▶ [Dataset records]:

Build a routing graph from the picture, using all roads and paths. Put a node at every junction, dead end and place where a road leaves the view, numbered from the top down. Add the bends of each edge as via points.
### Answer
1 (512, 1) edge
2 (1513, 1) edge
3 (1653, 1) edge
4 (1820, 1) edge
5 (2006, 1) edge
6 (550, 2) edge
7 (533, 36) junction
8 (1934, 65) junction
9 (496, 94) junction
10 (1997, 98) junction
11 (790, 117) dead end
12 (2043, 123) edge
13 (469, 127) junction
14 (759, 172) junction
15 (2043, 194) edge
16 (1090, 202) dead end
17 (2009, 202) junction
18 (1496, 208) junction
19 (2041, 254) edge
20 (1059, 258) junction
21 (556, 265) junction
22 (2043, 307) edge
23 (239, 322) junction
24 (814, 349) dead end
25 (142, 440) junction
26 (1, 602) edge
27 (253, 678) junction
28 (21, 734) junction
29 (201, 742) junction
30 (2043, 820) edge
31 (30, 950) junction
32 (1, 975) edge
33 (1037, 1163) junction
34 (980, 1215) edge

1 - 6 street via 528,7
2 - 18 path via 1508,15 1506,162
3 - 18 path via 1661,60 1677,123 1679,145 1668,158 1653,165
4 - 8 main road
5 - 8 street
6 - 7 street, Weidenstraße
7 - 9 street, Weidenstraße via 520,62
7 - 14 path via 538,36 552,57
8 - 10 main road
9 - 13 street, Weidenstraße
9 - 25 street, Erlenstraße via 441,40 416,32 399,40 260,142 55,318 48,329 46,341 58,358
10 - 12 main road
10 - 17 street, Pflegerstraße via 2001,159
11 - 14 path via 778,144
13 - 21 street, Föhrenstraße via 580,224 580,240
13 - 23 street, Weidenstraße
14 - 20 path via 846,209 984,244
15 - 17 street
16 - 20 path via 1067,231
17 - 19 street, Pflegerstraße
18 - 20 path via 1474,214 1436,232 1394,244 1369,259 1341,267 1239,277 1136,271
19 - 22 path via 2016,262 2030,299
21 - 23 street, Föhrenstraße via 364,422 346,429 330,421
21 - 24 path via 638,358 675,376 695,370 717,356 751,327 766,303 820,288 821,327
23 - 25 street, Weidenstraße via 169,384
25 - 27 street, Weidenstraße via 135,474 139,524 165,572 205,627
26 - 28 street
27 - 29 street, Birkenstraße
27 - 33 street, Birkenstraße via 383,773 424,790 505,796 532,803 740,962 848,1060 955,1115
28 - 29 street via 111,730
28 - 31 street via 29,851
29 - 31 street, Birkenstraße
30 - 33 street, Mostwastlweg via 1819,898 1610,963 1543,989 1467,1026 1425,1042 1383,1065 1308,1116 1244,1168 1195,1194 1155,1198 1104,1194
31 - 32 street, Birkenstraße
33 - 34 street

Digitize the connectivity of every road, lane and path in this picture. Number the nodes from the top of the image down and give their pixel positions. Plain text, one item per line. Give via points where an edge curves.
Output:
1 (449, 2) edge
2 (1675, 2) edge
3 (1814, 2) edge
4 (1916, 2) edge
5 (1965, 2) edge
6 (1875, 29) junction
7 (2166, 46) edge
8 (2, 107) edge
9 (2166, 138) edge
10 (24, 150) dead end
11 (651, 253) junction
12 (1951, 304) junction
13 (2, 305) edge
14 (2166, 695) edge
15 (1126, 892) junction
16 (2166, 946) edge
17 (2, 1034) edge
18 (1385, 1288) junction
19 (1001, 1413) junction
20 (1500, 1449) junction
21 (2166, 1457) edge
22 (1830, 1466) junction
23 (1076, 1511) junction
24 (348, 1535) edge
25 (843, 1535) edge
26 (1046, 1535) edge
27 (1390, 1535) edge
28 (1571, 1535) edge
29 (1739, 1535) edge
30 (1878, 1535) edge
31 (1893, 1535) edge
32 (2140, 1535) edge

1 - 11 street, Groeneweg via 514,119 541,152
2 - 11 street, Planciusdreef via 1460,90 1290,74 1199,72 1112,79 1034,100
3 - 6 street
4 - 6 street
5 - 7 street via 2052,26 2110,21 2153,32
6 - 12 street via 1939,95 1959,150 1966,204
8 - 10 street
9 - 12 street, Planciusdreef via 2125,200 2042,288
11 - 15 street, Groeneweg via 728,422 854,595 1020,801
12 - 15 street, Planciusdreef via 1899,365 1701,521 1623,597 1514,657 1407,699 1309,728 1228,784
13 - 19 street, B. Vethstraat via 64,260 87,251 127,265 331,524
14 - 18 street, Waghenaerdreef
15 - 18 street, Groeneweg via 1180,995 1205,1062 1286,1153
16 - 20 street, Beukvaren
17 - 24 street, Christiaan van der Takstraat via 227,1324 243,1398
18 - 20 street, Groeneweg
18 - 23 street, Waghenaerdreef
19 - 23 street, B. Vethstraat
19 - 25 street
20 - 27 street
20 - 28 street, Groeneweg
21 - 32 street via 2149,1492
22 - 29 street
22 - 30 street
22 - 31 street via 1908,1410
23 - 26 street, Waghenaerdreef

▶ [REQUIRED ACTION]:
An exact copy of every entry above is required.

▶ [ANSWER SPACE]:
Build a routing graph from the picture, using all roads and paths. Put a node at every junction, dead end and place where a road leaves the view, numbered from the top down. Add the bends of each edge as via points.
### Answer
1 (512, 1) edge
2 (1513, 1) edge
3 (1653, 1) edge
4 (1820, 1) edge
5 (2006, 1) edge
6 (550, 2) edge
7 (533, 36) junction
8 (1934, 65) junction
9 (496, 94) junction
10 (1997, 98) junction
11 (790, 117) dead end
12 (2043, 123) edge
13 (469, 127) junction
14 (759, 172) junction
15 (2043, 194) edge
16 (1090, 202) dead end
17 (2009, 202) junction
18 (1496, 208) junction
19 (2041, 254) edge
20 (1059, 258) junction
21 (556, 265) junction
22 (2043, 307) edge
23 (239, 322) junction
24 (814, 349) dead end
25 (142, 440) junction
26 (1, 602) edge
27 (253, 678) junction
28 (21, 734) junction
29 (201, 742) junction
30 (2043, 820) edge
31 (30, 950) junction
32 (1, 975) edge
33 (1037, 1163) junction
34 (980, 1215) edge

1 - 6 street via 528,7
2 - 18 path via 1508,15 1506,162
3 - 18 path via 1661,60 1677,123 1679,145 1668,158 1653,165
4 - 8 main road
5 - 8 street
6 - 7 street, Weidenstraße
7 - 9 street, Weidenstraße via 520,62
7 - 14 path via 538,36 552,57
8 - 10 main road
9 - 13 street, Weidenstraße
9 - 25 street, Erlenstraße via 441,40 416,32 399,40 260,142 55,318 48,329 46,341 58,358
10 - 12 main road
10 - 17 street, Pflegerstraße via 2001,159
11 - 14 path via 778,144
13 - 21 street, Föhrenstraße via 580,224 580,240
13 - 23 street, Weidenstraße
14 - 20 path via 846,209 984,244
15 - 17 street
16 - 20 path via 1067,231
17 - 19 street, Pflegerstraße
18 - 20 path via 1474,214 1436,232 1394,244 1369,259 1341,267 1239,277 1136,271
19 - 22 path via 2016,262 2030,299
21 - 23 street, Föhrenstraße via 364,422 346,429 330,421
21 - 24 path via 638,358 675,376 695,370 717,356 751,327 766,303 820,288 821,327
23 - 25 street, Weidenstraße via 169,384
25 - 27 street, Weidenstraße via 135,474 139,524 165,572 205,627
26 - 28 street
27 - 29 street, Birkenstraße
27 - 33 street, Birkenstraße via 383,773 424,790 505,796 532,803 740,962 848,1060 955,1115
28 - 29 street via 111,730
28 - 31 street via 29,851
29 - 31 street, Birkenstraße
30 - 33 street, Mostwastlweg via 1819,898 1610,963 1543,989 1467,1026 1425,1042 1383,1065 1308,1116 1244,1168 1195,1194 1155,1198 1104,1194
31 - 32 street, Birkenstraße
33 - 34 street

Digitize the connectivity of every road, lane and path in this picture. Number the nodes from the top of the image down and give their pixel positions. Plain text, one item per line. Give via points where an edge curves.
Output:
1 (449, 2) edge
2 (1675, 2) edge
3 (1814, 2) edge
4 (1916, 2) edge
5 (1965, 2) edge
6 (1875, 29) junction
7 (2166, 46) edge
8 (2, 107) edge
9 (2166, 138) edge
10 (24, 150) dead end
11 (651, 253) junction
12 (1951, 304) junction
13 (2, 305) edge
14 (2166, 695) edge
15 (1126, 892) junction
16 (2166, 946) edge
17 (2, 1034) edge
18 (1385, 1288) junction
19 (1001, 1413) junction
20 (1500, 1449) junction
21 (2166, 1457) edge
22 (1830, 1466) junction
23 (1076, 1511) junction
24 (348, 1535) edge
25 (843, 1535) edge
26 (1046, 1535) edge
27 (1390, 1535) edge
28 (1571, 1535) edge
29 (1739, 1535) edge
30 (1878, 1535) edge
31 (1893, 1535) edge
32 (2140, 1535) edge

1 - 11 street, Groeneweg via 514,119 541,152
2 - 11 street, Planciusdreef via 1460,90 1290,74 1199,72 1112,79 1034,100
3 - 6 street
4 - 6 street
5 - 7 street via 2052,26 2110,21 2153,32
6 - 12 street via 1939,95 1959,150 1966,204
8 - 10 street
9 - 12 street, Planciusdreef via 2125,200 2042,288
11 - 15 street, Groeneweg via 728,422 854,595 1020,801
12 - 15 street, Planciusdreef via 1899,365 1701,521 1623,597 1514,657 1407,699 1309,728 1228,784
13 - 19 street, B. Vethstraat via 64,260 87,251 127,265 331,524
14 - 18 street, Waghenaerdreef
15 - 18 street, Groeneweg via 1180,995 1205,1062 1286,1153
16 - 20 street, Beukvaren
17 - 24 street, Christiaan van der Takstraat via 227,1324 243,1398
18 - 20 street, Groeneweg
18 - 23 street, Waghenaerdreef
19 - 23 street, B. Vethstraat
19 - 25 street
20 - 27 street
20 - 28 street, Groeneweg
21 - 32 street via 2149,1492
22 - 29 street
22 - 30 street
22 - 31 street via 1908,1410
23 - 26 street, Waghenaerdreef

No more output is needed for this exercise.